Implication présumée de la Forsat dans la répression des manifestations contre IBK : L’ancien ministre de la Sécurité publique parle de « considérations politiques »

Onze personnes ont été tuées dans les manifestations des 10, 11 et 12 juillet dernier à l’initiative du Mouvement du 05 juin contre le président Ibrahim Boubacar Keïta. Les opposants au régime en imputent la responsabilité à l’unité anti-terroriste créée après les attentats de 2015 à Bamako. Ces accusations ont été à l’origine d’une demande d’explications du Premier ministre au ministère de la Sécurité publique dont dépend cette force spéciale. En l’absence d’un ministre, c’est donc au Secrétaire général de ce département ministériel de répondre aux préoccupations du chef du gouvernement, Boubou Cissé. 

Alors que ces explications tardent à être fournies, l’ex ministre de la Sécurité publique, le Général Salif Traoré, a pris la parole pour remettre les pendules à l’heure.
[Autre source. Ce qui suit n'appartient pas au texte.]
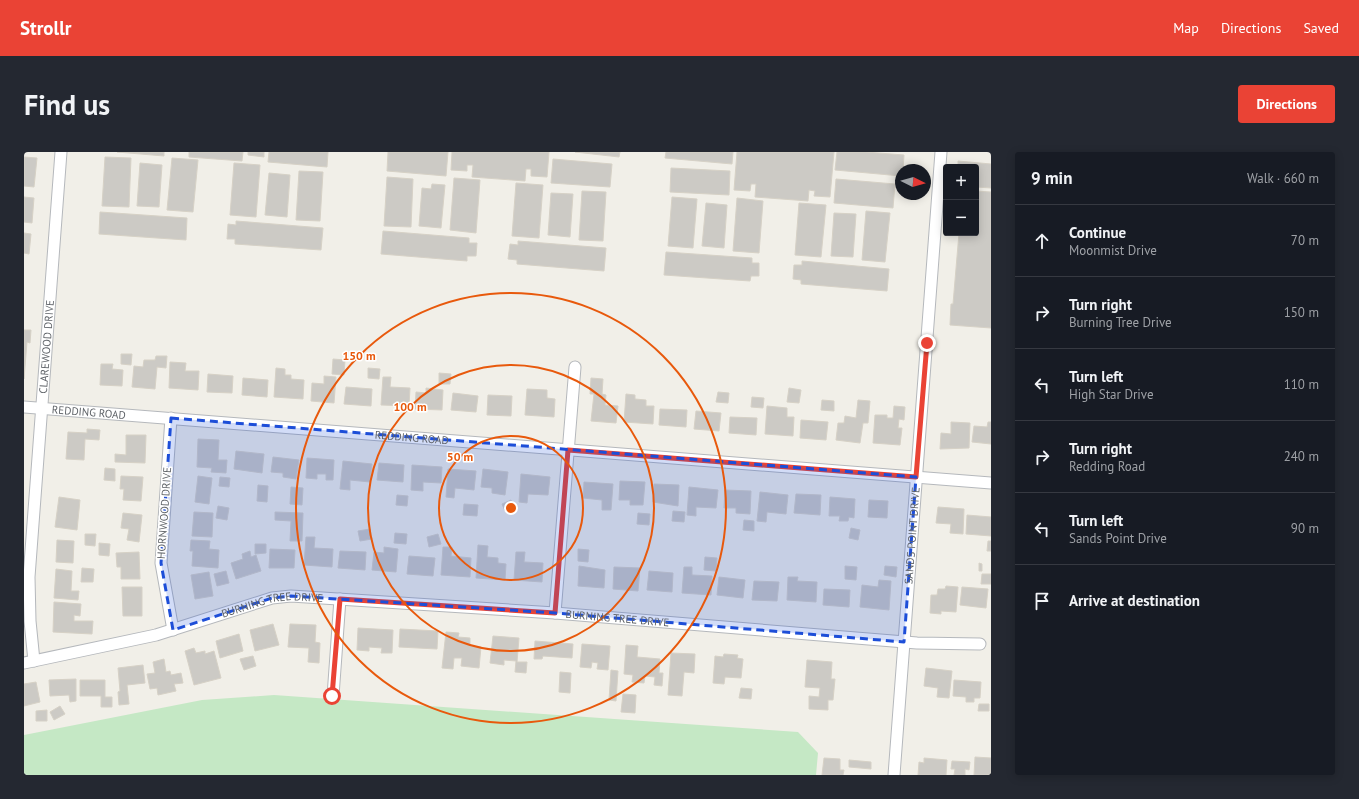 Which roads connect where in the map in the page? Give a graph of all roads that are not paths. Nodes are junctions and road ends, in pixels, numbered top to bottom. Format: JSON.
{"nodes":[{"id":1,"x":61,"y":152,"type":"edge"},
{"id":2,"x":941,"y":152,"type":"edge"},
{"id":3,"x":575,"y":367,"type":"dead end"},
{"id":4,"x":24,"y":407,"type":"edge"},
{"id":5,"x":42,"y":408,"type":"junction"},
{"id":6,"x":171,"y":418,"type":"junction"},
{"id":7,"x":568,"y":450,"type":"junction"},
{"id":8,"x":916,"y":477,"type":"junction"},
{"id":9,"x":991,"y":483,"type":"edge"},
{"id":10,"x":340,"y":599,"type":"junction"},
{"id":11,"x":555,"y":613,"type":"junction"},
{"id":12,"x":173,"y":630,"type":"junction"},
{"id":13,"x":904,"y":642,"type":"junction"},
{"id":14,"x":980,"y":644,"type":"dead end"},
{"id":15,"x":29,"y":662,"type":"edge"},
{"id":16,"x":332,"y":696,"type":"dead end"},
{"id":17,"x":894,"y":775,"type":"edge"}],
"edges":[{"from":1,"to":5,"type":"street","name":"CLAREWOOD DRIVE"},
{"from":2,"to":8,"type":"street","name":"SANDS POINT DRIVE"},
{"from":3,"to":7,"type":"street"},
{"from":4,"to":5,"type":"street","name":"REDDING ROAD"},
{"from":5,"to":6,"type":"street","name":"REDDING ROAD"},
{"from":5,"to":15,"type":"street","name":"CLAREWOOD DRIVE"},
{"from":6,"to":7,"type":"street","name":"REDDING ROAD"},
{"from":6,"to":12,"type":"street","name":"HORNWOOD DRIVE"},
{"from":7,"to":8,"type":"street","name":"REDDING ROAD"},
{"from":7,"to":11,"type":"street"},
{"from":8,"to":9,"type":"street","name":"REDDING ROAD"},
{"from":8,"to":13,"type":"street","name":"SANDS POINT DRIVE"},
{"from":10,"to":11,"type":"street","name":"BURNING TREE DRIVE"},
{"from":10,"to":12,"type":"street","name":"BURNING TREE DRIVE"},
{"from":10,"to":16,"type":"street"},
{"from":11,"to":13,"type":"street","name":"BURNING TREE DRIVE"},
{"from":12,"to":15,"type":"street","name":"BURNING TREE DRIVE"},
{"from":13,"to":14,"type":"street","name":"BURNING TREE DRIVE"},
{"from":13,"to":17,"type":"street","name":"SANDS POINT DRIVE"}]}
Selon lui, la Forsat n’a pas à faire du maintien de l’ordre. « Il ne faut pas faire de confusion entre les unités. La Forsat n’avait pas vocation à être là. Ses membres connaissent le protocole d’emploi. S’ils reçoivent un ordre illégal et l’exécutent, ils sont tenus pour responsables. Il faut savoir que ce sont des professionnels qui n’ont pas à faire du maintien de l’ordre. Je ne vois pas qui aurait donné l’ordre pour qu’ils aillent intervenir dans une mission de maintien de l’ordre public », clarifie l’ancien ministre dans un entretien avec Lepoint.fr lu à Dakaractu. 

Sa conviction, c’est que la Forsat a été mêlée  aux événements de ces derniers jours à titre politique. « Chaque fois que nous l’avons utilisée à Bamako, c’était contre des nids criminogènes et, Dieu merci, ils n’ont pas eu besoin de tuer quelqu’un ou de tirer pour neutraliser. C’est vraiment malheureux de mêler la Forsat à des considérations politiciennes ou de bas niveau. Ce n’est pas bien et cela ne rend service à personne », déplore le Général Salif Traoré.